Objective Discontinuation of growth hormone therapy (rhGH) upon completion of linear growth may adversely affect bone mineral density (BMD) and bone mineral content (BMC) in adolescents with childhood-onset GH deficiency (CO-GHD) and predispose them to osteoporosis. In the present study, we analyzed the impact of non-weight-based low-dose somatropin withdrawal on bone accrual during this transition among CO-DGH patients who had been treated since childhood.
Methods Lumbar spine (LS) and whole-body (WB) BMD and BMC were measured at baseline and after 18 months in 54 adolescents (age: 16.8 ±1.6 years). They were retested and reclassified as GH sufficient (GS, n= 28) and GH insufficient. The last group were later randomized to use rhGH (GH+; n= 15) or no treatment (GH-, n= 11) in this single-center open-label study. The average dose of rhGH was 0.5 ± 0.18 mg/day.

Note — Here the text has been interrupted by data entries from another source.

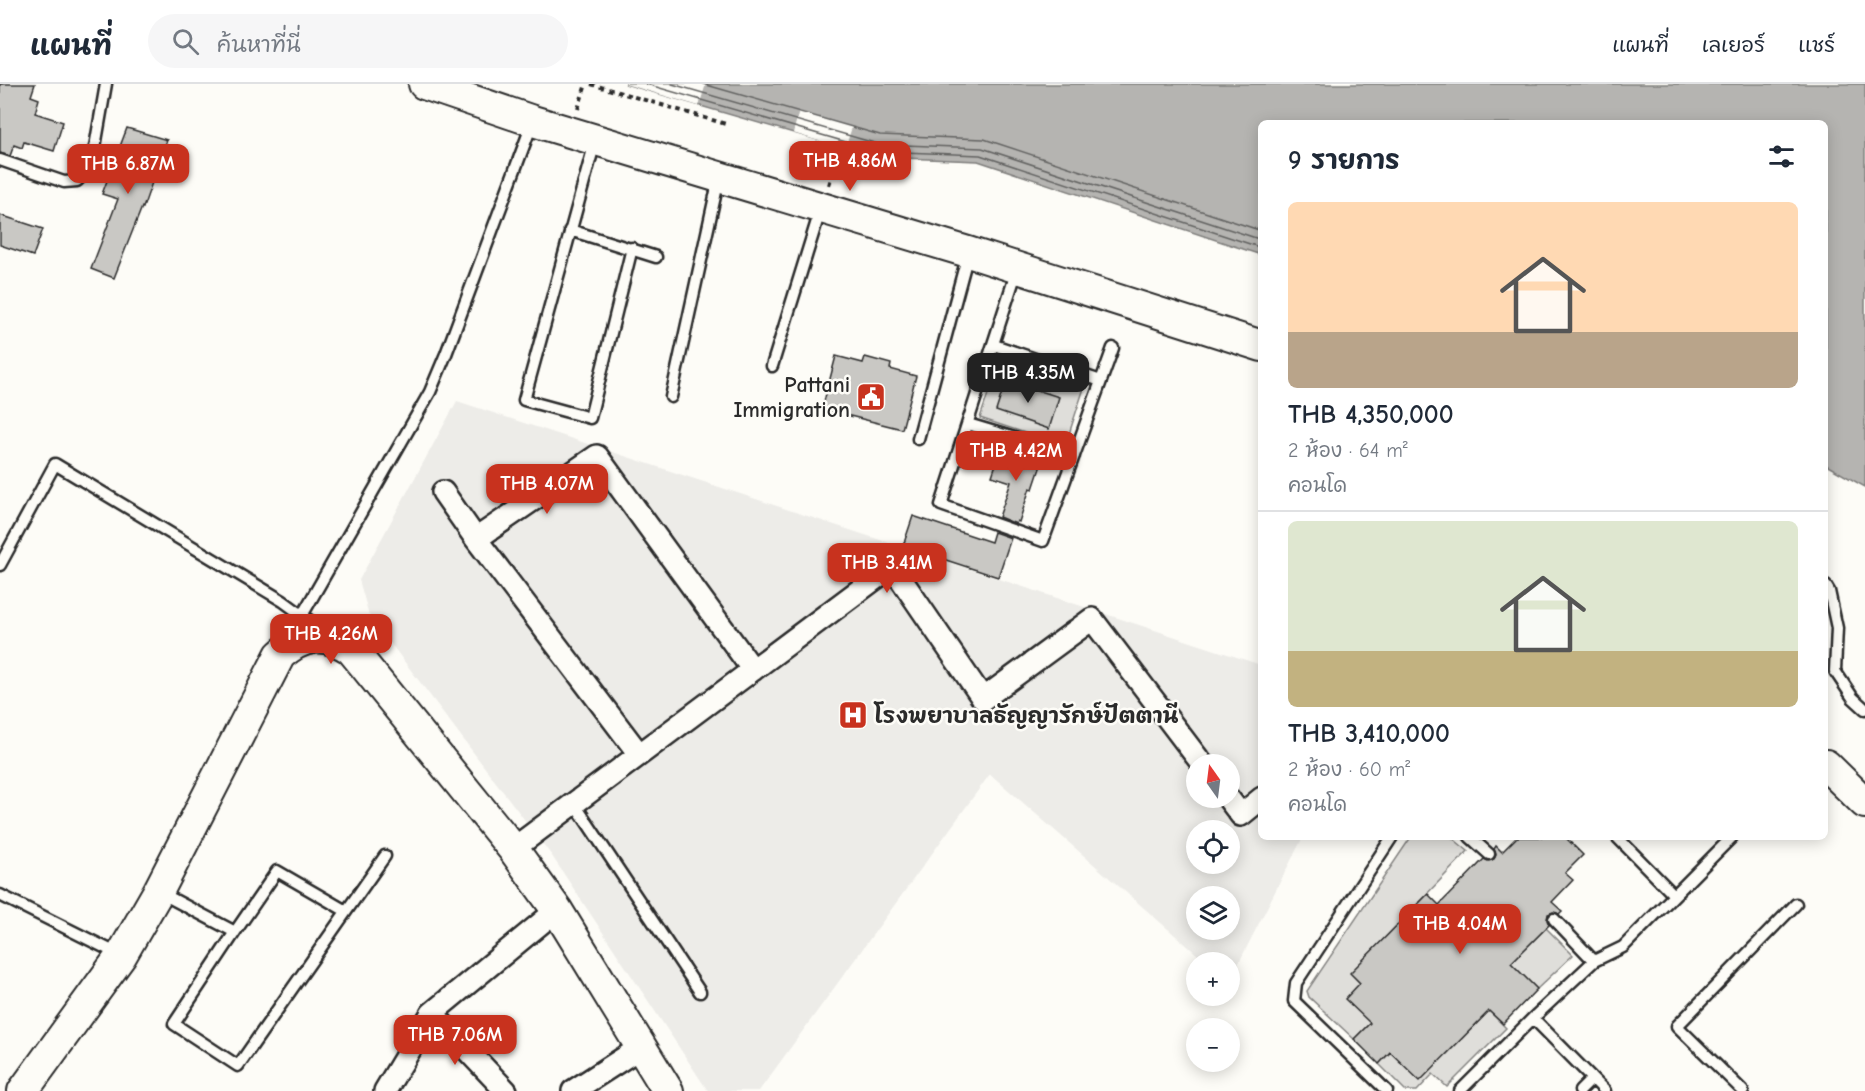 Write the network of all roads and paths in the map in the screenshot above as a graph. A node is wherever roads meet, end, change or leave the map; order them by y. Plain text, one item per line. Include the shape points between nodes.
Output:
1 (106, 84) edge
2 (424, 84) edge
3 (591, 84) edge
4 (533, 121) junction
5 (729, 126) dead end
6 (595, 140) junction
7 (841, 147) dead end
8 (0, 160) edge
9 (719, 178) junction
10 (821, 208) junction
11 (570, 230) junction
12 (632, 248) junction
13 (968, 252) junction
14 (656, 257) dead end
15 (1018, 268) junction
16 (994, 345) junction
17 (1258, 345) edge
18 (1113, 348) dead end
19 (772, 366) dead end
20 (1101, 381) junction
21 (671, 397) dead end
22 (968, 424) junction
23 (918, 439) dead end
24 (1074, 456) junction
25 (443, 492) dead end
26 (476, 539) junction
27 (0, 566) edge
28 (1828, 589) edge
29 (302, 615) junction
30 (337, 641) junction
31 (280, 656) junction
32 (753, 669) junction
33 (1865, 709) edge
34 (639, 754) junction
35 (1195, 754) edge
36 (1828, 767) edge
37 (1258, 801) edge
38 (574, 803) junction
39 (1865, 803) edge
40 (1236, 808) edge
41 (1390, 840) edge
42 (1473, 840) edge
43 (1620, 840) edge
44 (1729, 840) edge
45 (513, 849) junction
46 (1489, 854) dead end
47 (384, 856) dead end
48 (158, 892) junction
49 (0, 895) edge
50 (1674, 895) junction
51 (1796, 904) dead end
52 (557, 910) junction
53 (346, 912) junction
54 (1554, 919) dead end
55 (235, 932) junction
56 (122, 956) junction
57 (1594, 961) junction
58 (700, 992) dead end
59 (432, 1013) junction
60 (1533, 1018) junction
61 (641, 1047) junction
62 (1592, 1079) junction
63 (22, 1091) edge
64 (385, 1091) edge
65 (506, 1091) edge
66 (573, 1091) edge
67 (668, 1091) edge
68 (1387, 1091) edge
69 (1460, 1091) edge
70 (1580, 1091) edge
71 (1605, 1091) edge
72 (1743, 1091) edge

1 - 8 lane via 95,147 86,172 76,181 64,182
2 - 4 street
3 - 5 path
4 - 6 street
4 - 29 lane via 430,392
6 - 9 street
6 - 11 lane
7 - 10 path
9 - 10 street
9 - 21 lane
10 - 13 street
10 - 19 lane
11 - 12 lane
11 - 12 lane via 524,400 590,418
12 - 14 lane
13 - 15 street
13 - 23 lane
15 - 16 lane
15 - 17 street
16 - 20 lane
16 - 22 lane
18 - 20 lane
20 - 24 lane
22 - 24 lane
22 - 24 lane via 941,505 1043,541
25 - 26 street
26 - 32 street via 597,456
26 - 34 street
27 - 29 lane via 55,464
28 - 33 lane via 1838,628 1835,671
29 - 30 lane
29 - 31 lane
30 - 31 street via 322,637 306,639
30 - 45 street via 351,649
31 - 48 street
32 - 34 street
32 - 35 street via 892,566 983,699 1092,619
34 - 38 street
36 - 39 street
37 - 40 street via 1241,815
38 - 45 street
38 - 58 lane
41 - 68 lane via 1296,984 1294,1001
42 - 46 lane
43 - 50 lane
44 - 50 lane
45 - 52 street
47 - 53 lane
48 - 55 lane
48 - 56 street
49 - 56 lane
50 - 57 lane via 1623,947
51 - 72 lane via 1677,1026
52 - 59 street
52 - 61 street
53 - 55 lane via 277,871
53 - 55 lane via 238,1066 174,1024
54 - 57 lane
56 - 63 street
57 - 60 lane
59 - 64 street
59 - 65 street
60 - 62 lane
60 - 69 lane
61 - 66 street
61 - 67 street
62 - 70 lane
62 - 71 lane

Results When comparing the 3 groups, the GH group had a lower percentage change in LS BMD than the GS group (0.53 % ± 5.9 vs. 4.42 % ± 4.1, respectively, p < 0.04). However, in the analysis of the GH+ and GH- subgroups, the LS BMC percentage change was higher in the GH+ group (11.02% ± 10.12 vs. 2.05 % ± 10.31, respectively, p< 0.04).
Conclusions Non-weight-based low-dose somatropin withdrawal for 18 months limits bone accrual in LS of CO-DGH in transition. More studies on this therapeutic regimen are necessary to assess the long-term impact on peak bone mass in these younger populations.